[TASK PROMPT]
Across the entries below, work out how many lines contain "Спасская". Please give the number only.

[SUPPLIED DATA]
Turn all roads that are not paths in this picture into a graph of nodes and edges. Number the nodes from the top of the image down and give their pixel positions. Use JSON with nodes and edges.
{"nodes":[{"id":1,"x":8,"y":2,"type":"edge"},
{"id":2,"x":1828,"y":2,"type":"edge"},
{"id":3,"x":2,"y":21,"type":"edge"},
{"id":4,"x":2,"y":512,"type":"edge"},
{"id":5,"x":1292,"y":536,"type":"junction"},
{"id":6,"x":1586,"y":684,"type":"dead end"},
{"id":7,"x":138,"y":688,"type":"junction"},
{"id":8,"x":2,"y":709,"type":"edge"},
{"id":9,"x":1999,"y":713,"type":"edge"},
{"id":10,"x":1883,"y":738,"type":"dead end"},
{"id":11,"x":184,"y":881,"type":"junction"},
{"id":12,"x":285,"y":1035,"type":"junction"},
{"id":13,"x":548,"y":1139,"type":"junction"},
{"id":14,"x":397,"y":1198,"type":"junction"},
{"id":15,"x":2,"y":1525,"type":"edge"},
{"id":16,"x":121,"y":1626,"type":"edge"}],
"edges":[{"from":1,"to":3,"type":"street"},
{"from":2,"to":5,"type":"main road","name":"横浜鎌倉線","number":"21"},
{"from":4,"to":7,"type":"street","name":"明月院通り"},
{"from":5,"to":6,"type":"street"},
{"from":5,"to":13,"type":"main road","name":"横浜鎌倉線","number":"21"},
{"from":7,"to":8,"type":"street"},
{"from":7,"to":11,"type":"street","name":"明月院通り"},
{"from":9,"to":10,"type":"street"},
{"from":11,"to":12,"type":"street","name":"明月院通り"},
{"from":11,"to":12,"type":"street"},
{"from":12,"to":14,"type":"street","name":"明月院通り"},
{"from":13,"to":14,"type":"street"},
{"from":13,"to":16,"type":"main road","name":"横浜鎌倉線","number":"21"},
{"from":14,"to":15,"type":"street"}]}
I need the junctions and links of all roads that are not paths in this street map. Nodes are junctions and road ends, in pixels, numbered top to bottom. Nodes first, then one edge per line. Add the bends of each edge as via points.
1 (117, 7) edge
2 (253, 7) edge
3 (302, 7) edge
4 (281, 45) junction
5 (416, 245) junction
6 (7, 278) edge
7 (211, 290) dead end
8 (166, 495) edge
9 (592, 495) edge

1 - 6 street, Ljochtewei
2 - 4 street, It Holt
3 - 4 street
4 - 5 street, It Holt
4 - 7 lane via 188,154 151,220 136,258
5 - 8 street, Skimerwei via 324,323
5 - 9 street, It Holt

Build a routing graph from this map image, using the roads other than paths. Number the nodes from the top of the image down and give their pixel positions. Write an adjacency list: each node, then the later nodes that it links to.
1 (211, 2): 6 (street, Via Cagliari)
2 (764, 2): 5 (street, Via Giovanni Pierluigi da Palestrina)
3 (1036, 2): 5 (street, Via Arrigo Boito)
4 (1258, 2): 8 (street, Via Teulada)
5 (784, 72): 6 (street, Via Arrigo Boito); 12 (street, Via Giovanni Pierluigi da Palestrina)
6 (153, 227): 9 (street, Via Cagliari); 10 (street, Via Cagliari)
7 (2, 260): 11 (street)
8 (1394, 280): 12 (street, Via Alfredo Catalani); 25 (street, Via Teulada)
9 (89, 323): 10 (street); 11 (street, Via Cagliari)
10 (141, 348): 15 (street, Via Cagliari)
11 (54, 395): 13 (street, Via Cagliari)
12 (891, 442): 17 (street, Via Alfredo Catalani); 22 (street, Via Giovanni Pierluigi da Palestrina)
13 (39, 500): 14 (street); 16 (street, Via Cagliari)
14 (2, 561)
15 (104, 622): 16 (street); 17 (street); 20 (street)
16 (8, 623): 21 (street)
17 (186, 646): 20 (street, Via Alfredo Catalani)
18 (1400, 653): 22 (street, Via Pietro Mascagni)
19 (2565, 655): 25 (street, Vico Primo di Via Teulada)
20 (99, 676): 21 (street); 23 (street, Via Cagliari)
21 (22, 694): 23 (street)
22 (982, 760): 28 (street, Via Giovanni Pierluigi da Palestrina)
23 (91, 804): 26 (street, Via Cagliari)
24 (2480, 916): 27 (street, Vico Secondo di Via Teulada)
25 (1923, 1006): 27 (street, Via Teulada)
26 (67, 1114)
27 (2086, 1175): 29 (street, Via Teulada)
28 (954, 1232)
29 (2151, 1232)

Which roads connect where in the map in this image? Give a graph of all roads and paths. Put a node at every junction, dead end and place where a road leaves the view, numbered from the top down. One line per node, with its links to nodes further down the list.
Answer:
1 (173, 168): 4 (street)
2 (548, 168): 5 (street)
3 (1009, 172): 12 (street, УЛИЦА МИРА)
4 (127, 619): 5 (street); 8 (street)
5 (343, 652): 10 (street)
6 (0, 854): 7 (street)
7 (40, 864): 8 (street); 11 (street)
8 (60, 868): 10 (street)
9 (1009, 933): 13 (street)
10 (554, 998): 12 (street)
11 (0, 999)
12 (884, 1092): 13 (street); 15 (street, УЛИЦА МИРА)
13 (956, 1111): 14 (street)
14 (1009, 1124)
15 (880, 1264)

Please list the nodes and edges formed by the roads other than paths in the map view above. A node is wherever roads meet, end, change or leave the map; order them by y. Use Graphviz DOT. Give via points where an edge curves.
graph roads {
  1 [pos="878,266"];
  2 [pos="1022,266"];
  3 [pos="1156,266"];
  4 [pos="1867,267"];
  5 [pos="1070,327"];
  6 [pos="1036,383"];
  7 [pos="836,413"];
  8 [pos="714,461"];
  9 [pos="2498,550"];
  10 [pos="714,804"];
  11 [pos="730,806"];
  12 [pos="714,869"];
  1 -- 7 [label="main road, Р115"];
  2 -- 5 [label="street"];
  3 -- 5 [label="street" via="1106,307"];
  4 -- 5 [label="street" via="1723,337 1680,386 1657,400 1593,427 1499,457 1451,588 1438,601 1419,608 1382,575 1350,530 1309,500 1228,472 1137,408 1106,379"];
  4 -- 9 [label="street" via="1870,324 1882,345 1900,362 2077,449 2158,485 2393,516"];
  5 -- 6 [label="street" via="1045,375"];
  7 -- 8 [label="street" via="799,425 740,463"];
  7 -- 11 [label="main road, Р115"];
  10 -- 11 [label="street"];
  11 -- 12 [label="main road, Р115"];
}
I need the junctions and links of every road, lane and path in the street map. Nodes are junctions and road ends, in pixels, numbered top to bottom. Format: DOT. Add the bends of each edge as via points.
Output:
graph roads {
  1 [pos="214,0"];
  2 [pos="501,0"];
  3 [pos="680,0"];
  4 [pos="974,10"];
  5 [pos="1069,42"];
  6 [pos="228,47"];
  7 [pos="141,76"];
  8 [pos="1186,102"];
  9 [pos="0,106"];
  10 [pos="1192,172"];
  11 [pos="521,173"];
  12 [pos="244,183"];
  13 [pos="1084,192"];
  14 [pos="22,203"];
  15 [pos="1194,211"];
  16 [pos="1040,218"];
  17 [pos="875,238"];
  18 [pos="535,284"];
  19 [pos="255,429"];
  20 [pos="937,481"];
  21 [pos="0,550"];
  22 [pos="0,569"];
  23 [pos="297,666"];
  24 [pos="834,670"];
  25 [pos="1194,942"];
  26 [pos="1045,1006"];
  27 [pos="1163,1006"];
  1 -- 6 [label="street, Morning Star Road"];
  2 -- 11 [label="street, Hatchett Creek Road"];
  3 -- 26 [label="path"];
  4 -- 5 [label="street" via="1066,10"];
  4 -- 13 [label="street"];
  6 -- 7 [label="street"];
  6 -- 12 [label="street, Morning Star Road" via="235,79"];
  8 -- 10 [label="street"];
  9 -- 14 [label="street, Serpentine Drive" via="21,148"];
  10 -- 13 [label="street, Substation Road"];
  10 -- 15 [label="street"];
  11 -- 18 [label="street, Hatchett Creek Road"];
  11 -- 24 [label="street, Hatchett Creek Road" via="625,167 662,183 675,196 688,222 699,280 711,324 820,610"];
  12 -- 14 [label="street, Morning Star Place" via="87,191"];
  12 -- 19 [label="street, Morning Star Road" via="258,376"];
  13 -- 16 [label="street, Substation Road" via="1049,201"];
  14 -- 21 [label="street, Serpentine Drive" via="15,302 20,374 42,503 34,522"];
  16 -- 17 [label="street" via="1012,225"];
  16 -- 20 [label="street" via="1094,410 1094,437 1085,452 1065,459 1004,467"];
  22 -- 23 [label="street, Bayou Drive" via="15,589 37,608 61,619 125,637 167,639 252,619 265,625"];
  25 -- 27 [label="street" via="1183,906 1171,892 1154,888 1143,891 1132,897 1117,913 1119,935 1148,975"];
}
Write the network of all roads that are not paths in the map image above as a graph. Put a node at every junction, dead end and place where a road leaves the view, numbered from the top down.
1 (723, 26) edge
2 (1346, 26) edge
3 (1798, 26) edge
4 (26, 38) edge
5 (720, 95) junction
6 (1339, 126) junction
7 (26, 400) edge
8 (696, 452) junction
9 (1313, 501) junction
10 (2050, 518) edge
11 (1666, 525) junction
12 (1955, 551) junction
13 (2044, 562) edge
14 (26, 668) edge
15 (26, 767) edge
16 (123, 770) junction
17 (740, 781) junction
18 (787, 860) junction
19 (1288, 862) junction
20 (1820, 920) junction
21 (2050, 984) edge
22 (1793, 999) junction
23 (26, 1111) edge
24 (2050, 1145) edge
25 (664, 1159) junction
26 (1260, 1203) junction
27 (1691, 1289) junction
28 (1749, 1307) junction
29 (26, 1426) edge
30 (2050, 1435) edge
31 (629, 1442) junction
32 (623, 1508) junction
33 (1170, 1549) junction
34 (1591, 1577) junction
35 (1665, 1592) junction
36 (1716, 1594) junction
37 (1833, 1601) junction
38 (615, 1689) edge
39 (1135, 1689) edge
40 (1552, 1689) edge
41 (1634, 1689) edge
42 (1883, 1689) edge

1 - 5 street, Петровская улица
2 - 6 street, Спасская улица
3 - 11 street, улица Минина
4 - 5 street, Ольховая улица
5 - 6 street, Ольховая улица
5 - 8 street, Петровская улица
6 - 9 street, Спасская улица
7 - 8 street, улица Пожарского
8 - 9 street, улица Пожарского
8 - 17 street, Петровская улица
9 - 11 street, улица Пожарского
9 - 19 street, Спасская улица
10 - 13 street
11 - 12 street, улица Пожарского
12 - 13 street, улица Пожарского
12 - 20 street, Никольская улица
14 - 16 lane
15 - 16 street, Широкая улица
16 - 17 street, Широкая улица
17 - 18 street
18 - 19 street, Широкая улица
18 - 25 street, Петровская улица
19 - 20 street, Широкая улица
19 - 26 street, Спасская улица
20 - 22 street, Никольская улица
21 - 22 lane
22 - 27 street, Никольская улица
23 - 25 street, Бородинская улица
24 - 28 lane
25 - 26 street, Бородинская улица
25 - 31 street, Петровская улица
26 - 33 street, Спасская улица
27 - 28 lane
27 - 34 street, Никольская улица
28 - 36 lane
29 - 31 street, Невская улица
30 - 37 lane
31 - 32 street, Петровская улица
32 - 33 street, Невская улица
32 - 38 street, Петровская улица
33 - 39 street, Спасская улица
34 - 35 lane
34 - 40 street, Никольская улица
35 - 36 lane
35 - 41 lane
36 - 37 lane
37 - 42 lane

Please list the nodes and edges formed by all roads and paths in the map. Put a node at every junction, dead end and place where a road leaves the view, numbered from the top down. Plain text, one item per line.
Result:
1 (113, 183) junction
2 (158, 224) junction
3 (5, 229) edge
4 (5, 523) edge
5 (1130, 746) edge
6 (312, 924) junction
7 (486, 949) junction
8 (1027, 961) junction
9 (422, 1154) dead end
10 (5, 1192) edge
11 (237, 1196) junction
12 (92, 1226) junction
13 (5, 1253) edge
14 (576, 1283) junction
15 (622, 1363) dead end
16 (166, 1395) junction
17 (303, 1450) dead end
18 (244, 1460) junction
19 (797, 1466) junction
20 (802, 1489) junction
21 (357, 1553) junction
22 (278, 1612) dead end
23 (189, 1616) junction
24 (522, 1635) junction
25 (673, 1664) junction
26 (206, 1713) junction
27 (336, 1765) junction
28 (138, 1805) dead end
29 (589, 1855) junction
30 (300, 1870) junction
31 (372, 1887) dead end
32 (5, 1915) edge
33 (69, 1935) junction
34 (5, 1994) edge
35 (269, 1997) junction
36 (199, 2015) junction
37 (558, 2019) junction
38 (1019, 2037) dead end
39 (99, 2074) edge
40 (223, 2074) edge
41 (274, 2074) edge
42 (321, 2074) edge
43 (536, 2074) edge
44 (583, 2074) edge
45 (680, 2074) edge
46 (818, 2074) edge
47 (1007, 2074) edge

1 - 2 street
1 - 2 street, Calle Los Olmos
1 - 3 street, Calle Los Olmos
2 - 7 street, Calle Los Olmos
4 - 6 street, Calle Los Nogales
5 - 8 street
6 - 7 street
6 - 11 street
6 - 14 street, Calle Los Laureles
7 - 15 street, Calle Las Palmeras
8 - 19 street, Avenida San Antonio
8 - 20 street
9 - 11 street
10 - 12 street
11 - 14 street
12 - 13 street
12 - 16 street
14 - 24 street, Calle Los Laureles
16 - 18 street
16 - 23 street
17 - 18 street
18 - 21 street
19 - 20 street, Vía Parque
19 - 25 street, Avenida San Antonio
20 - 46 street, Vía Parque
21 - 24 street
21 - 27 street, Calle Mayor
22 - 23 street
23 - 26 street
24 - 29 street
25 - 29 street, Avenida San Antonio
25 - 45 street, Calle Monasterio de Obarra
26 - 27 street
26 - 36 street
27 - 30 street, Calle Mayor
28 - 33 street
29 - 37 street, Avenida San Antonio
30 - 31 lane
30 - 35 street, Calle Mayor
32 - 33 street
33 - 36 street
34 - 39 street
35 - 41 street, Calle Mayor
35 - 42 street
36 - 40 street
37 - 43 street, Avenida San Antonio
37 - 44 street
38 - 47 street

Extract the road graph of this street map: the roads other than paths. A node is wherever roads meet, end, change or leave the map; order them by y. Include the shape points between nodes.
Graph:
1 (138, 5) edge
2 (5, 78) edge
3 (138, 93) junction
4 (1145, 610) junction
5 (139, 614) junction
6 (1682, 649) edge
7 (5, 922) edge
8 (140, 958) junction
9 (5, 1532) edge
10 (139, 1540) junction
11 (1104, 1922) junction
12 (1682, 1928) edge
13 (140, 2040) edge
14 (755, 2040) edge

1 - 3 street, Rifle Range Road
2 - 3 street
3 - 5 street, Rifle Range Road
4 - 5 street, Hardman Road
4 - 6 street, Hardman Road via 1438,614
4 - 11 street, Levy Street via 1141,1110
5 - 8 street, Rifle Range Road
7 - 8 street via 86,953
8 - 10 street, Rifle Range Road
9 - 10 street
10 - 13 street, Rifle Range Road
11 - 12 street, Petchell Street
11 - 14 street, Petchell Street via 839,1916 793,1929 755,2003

[ANSWER SECTION]
6